> [Your assignment]: The response should contain only those lines of the entries below that include the string "ГЕОЛОГОВ".

***** Exercise materials

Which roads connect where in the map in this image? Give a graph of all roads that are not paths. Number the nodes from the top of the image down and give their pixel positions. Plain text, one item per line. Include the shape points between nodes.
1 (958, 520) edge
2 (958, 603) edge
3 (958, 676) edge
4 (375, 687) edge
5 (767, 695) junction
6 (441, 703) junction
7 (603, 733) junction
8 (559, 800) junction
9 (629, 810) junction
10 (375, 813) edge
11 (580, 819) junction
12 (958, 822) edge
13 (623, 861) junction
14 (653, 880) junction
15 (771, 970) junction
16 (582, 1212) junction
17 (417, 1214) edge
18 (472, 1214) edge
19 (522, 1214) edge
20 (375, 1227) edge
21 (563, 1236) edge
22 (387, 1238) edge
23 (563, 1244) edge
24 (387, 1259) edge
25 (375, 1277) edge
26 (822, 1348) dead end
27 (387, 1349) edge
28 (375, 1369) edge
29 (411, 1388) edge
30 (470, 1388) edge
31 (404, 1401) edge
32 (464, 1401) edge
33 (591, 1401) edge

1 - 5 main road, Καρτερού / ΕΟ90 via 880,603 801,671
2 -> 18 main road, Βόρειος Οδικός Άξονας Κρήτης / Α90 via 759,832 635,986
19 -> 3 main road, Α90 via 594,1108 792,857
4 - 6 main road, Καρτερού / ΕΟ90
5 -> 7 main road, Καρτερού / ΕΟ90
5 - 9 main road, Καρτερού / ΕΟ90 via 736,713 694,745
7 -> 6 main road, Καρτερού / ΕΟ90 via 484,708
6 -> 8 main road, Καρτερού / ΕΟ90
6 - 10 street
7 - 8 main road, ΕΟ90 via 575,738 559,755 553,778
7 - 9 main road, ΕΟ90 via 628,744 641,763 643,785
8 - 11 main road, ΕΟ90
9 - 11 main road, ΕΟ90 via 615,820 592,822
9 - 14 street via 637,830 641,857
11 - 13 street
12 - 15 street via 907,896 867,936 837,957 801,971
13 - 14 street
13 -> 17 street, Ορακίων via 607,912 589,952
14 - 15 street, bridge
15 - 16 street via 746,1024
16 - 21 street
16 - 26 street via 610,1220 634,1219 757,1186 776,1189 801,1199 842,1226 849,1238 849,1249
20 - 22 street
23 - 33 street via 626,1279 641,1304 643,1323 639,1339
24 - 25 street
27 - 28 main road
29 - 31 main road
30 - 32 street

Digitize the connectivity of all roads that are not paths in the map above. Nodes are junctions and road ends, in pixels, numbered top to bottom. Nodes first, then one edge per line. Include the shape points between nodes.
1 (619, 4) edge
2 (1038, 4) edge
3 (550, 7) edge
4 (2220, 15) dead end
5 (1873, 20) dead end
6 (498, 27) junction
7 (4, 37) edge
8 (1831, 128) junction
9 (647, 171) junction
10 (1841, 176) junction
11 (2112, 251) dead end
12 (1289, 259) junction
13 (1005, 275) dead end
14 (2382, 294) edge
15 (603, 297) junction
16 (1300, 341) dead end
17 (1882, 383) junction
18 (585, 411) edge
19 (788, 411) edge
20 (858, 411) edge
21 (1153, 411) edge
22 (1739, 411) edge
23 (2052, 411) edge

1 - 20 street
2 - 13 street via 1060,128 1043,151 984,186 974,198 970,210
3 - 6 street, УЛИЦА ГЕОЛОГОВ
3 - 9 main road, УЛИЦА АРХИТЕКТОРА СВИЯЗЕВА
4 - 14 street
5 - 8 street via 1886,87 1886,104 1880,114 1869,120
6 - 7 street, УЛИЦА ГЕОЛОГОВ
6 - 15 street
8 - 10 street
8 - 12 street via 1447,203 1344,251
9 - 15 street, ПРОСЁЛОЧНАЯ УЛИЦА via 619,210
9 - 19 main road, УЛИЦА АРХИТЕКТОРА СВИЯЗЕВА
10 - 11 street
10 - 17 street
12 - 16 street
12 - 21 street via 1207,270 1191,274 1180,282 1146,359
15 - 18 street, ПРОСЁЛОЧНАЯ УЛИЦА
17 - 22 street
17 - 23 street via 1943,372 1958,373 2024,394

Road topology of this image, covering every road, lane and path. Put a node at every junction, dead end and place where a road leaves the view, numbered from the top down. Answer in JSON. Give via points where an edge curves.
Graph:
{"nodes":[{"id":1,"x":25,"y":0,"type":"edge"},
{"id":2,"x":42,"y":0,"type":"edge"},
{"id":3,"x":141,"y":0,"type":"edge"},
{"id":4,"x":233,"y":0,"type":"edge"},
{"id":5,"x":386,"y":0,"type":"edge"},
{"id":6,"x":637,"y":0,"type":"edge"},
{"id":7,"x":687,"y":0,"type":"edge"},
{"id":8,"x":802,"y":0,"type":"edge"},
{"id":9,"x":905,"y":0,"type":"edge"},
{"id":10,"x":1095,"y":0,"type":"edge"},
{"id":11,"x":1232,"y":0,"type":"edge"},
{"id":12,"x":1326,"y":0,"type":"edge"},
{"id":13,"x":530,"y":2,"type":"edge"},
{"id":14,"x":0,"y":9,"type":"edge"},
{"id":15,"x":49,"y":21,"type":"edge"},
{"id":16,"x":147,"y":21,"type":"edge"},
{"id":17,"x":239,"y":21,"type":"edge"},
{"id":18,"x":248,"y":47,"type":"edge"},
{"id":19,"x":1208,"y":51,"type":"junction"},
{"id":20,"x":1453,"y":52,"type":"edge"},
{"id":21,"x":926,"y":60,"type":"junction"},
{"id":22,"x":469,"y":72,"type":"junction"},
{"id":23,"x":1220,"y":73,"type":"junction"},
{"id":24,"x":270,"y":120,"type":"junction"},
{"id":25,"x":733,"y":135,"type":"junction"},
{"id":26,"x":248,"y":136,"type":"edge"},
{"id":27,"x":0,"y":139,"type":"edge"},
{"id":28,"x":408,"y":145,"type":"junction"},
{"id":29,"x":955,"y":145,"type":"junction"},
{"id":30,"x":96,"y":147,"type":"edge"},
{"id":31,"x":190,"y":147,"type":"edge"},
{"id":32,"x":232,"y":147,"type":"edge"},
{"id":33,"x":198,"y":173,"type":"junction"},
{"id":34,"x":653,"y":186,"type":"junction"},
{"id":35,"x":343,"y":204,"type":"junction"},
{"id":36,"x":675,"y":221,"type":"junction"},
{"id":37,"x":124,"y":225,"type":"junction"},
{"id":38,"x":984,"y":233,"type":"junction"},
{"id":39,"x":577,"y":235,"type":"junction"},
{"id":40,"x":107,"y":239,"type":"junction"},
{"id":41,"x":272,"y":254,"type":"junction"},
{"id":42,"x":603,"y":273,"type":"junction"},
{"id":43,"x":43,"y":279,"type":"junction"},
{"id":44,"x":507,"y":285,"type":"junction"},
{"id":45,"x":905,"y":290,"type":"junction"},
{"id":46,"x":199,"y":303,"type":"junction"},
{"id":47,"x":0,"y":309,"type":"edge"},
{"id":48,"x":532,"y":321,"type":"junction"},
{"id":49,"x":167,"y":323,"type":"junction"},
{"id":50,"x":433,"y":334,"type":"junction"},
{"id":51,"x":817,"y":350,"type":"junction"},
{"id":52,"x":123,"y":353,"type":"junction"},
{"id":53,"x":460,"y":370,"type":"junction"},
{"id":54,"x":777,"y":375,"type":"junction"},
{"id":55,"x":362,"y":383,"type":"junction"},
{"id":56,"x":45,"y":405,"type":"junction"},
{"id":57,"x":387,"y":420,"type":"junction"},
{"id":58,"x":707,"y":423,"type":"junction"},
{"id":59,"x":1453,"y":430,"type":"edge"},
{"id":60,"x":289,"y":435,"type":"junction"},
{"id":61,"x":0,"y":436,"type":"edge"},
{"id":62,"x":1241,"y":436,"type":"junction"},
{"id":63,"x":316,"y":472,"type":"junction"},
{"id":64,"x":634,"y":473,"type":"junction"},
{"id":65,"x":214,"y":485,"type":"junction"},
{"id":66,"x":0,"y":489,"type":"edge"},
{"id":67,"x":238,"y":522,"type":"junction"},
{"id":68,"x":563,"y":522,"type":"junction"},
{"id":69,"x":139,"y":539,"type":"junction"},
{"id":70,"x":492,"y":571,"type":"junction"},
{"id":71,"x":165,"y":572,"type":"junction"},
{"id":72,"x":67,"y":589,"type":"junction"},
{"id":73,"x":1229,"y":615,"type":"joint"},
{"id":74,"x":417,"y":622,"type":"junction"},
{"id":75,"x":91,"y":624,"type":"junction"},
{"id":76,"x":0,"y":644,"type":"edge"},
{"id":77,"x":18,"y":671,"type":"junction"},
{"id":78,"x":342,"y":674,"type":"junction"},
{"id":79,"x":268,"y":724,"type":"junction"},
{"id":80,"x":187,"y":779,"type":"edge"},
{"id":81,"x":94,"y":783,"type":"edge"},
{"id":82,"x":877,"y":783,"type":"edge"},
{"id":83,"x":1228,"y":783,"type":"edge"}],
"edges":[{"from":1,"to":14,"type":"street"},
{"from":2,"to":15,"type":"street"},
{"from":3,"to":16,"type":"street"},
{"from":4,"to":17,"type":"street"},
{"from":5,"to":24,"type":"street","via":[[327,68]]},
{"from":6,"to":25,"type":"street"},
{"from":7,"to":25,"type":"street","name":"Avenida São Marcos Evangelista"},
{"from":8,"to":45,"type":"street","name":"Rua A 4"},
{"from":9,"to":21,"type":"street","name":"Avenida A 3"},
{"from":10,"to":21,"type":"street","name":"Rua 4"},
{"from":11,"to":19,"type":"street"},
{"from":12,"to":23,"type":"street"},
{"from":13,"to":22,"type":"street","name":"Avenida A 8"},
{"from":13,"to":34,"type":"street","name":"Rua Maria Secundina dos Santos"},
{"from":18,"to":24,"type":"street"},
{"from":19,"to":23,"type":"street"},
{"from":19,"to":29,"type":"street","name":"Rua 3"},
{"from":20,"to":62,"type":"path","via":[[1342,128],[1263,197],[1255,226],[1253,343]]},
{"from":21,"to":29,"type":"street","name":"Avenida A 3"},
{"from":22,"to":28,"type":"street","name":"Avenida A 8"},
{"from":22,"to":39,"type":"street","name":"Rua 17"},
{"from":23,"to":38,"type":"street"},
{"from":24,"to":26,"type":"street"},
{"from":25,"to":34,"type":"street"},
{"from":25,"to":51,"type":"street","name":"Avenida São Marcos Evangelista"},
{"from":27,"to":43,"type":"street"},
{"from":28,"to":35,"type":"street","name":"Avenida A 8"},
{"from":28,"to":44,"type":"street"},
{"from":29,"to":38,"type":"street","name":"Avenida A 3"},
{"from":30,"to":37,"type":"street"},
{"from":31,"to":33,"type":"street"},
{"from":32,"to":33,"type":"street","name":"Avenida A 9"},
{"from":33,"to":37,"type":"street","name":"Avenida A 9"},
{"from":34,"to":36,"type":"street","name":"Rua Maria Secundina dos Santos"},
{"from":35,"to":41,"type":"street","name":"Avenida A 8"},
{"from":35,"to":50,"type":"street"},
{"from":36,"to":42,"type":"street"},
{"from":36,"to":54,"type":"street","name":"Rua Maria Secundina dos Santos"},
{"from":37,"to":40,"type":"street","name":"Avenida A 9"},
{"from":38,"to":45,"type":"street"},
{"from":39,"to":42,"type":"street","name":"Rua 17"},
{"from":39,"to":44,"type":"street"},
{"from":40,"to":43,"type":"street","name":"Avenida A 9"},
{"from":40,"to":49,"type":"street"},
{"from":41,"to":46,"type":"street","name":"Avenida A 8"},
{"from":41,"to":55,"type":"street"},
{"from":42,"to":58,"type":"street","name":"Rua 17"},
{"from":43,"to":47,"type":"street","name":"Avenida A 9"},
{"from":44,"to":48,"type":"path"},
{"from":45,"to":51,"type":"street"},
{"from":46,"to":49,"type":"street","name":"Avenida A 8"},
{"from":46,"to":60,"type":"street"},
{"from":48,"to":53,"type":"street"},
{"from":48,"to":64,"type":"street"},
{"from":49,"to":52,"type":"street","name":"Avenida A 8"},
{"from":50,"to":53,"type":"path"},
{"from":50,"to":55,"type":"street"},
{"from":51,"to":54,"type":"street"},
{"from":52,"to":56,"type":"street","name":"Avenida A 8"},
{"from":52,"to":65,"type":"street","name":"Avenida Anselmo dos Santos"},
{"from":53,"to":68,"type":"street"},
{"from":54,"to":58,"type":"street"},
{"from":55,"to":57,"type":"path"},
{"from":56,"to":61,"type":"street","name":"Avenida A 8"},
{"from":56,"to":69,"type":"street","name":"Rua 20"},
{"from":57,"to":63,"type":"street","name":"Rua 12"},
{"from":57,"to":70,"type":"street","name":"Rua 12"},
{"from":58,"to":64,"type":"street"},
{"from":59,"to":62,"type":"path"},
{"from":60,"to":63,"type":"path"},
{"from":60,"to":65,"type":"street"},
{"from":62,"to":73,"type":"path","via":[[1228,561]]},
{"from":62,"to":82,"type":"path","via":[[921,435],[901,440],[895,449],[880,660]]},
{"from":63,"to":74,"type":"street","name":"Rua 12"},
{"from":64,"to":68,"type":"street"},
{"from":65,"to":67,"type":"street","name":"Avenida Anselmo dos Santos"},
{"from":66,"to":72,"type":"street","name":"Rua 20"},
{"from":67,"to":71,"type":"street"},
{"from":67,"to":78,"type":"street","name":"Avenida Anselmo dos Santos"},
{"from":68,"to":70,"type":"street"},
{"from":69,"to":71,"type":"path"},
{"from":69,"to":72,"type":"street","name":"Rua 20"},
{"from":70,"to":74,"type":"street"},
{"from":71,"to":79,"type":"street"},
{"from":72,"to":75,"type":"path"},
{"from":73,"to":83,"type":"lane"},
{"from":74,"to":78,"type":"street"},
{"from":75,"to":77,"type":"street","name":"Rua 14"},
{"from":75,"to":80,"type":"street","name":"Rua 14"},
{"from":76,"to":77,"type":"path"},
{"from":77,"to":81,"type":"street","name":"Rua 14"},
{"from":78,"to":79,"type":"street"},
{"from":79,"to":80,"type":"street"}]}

**********

> [Worked solution]:
3 - 6 street, УЛИЦА ГЕОЛОГОВ
6 - 7 street, УЛИЦА ГЕОЛОГОВ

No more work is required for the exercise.